At the end of the day, as sales leaders it's our job to make things happen for our teams. If we manage to metrics to "stay off a list" we'll stay off those lists - but we won't be on the President's Club lists and we may find our selves on the unemployment lists not too long after.
Unlike almost every other profession, a sales meeting is not a meeting that "takes us away" from our jobs. Ask a computer programmer, or a accountant or a warehouse manager and they'll tell you they "hate" meetings because they take them away from their jobs. As salespeople meetings ARE our jobs.

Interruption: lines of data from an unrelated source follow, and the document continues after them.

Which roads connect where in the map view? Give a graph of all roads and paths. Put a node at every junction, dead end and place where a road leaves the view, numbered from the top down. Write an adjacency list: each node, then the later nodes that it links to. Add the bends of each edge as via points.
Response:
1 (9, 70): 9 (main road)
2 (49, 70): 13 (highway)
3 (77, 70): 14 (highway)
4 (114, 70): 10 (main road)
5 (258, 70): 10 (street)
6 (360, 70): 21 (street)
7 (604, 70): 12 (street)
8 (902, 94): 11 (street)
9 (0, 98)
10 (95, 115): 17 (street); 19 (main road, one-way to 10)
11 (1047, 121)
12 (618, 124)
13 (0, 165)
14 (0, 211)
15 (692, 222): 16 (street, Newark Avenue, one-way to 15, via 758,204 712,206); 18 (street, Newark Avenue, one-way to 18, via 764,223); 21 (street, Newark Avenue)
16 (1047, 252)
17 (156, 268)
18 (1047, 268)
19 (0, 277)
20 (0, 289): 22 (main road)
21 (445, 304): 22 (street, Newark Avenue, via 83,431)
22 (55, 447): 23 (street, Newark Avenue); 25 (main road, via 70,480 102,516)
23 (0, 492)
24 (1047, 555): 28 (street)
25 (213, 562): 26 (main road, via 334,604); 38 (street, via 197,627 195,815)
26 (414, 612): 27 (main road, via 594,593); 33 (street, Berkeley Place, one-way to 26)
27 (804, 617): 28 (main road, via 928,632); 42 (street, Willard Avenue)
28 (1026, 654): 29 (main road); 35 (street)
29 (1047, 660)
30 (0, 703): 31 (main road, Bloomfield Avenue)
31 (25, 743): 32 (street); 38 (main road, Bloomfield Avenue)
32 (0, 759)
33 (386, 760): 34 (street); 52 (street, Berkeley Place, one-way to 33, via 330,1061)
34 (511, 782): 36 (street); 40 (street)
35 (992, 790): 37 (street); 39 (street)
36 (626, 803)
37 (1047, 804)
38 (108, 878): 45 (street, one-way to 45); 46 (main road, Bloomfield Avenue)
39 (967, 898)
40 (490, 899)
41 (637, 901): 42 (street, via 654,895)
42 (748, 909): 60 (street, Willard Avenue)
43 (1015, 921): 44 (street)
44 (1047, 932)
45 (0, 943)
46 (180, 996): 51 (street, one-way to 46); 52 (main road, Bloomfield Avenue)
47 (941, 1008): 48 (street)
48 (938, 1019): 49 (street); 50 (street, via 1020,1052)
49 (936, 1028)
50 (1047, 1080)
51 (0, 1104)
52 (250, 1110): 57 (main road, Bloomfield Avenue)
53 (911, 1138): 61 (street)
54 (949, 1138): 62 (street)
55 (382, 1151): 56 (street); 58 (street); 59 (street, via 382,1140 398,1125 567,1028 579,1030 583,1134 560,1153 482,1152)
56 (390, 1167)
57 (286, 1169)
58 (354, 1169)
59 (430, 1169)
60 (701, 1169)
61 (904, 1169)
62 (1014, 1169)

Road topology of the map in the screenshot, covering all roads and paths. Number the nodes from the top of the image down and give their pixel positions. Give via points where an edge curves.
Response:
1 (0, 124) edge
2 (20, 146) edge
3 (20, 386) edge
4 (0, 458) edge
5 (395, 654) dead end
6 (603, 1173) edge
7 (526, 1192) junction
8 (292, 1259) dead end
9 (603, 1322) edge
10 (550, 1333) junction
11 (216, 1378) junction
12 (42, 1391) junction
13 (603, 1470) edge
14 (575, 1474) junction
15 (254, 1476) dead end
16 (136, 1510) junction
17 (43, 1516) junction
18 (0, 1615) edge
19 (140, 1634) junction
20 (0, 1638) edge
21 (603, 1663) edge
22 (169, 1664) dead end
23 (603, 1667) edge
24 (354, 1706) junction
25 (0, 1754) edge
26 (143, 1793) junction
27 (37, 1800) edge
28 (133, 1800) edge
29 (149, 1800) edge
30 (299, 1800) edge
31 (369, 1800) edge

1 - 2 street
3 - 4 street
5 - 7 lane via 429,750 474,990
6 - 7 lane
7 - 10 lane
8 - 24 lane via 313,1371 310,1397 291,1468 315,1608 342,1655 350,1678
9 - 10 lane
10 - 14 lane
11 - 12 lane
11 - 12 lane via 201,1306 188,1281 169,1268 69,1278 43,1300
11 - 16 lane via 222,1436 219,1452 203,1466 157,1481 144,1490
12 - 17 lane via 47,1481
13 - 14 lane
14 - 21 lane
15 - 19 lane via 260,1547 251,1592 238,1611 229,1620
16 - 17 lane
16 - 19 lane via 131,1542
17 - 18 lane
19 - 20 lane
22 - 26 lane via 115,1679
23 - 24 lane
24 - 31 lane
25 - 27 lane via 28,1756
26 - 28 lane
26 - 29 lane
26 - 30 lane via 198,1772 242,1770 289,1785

That's why we measure them - because the more quality meetings you have, the better you sell. It's that simple. If you're too caught up in making sure everyone is hitting the "minimums" in the CRM to make your 1:1s with senior leaders less painful, then you don't have insight into potential issues that's keeping deals from closing. Or even starting. I would much rather argue that my best salesperson's three meetings last week are going to bring in more business than the ten meetings some other sales manager's rep documented to "meet the activity requirement." And if my rep's activity notes and next steps documented are stellar, I can dial up the CRM during my 1:1 and give real insight to the SLT - not just a number.
As always your mileage may vary and I'm interested in your feedback. Let me know if I'm hitting some nerves or if I'm way off base. Happy Selling!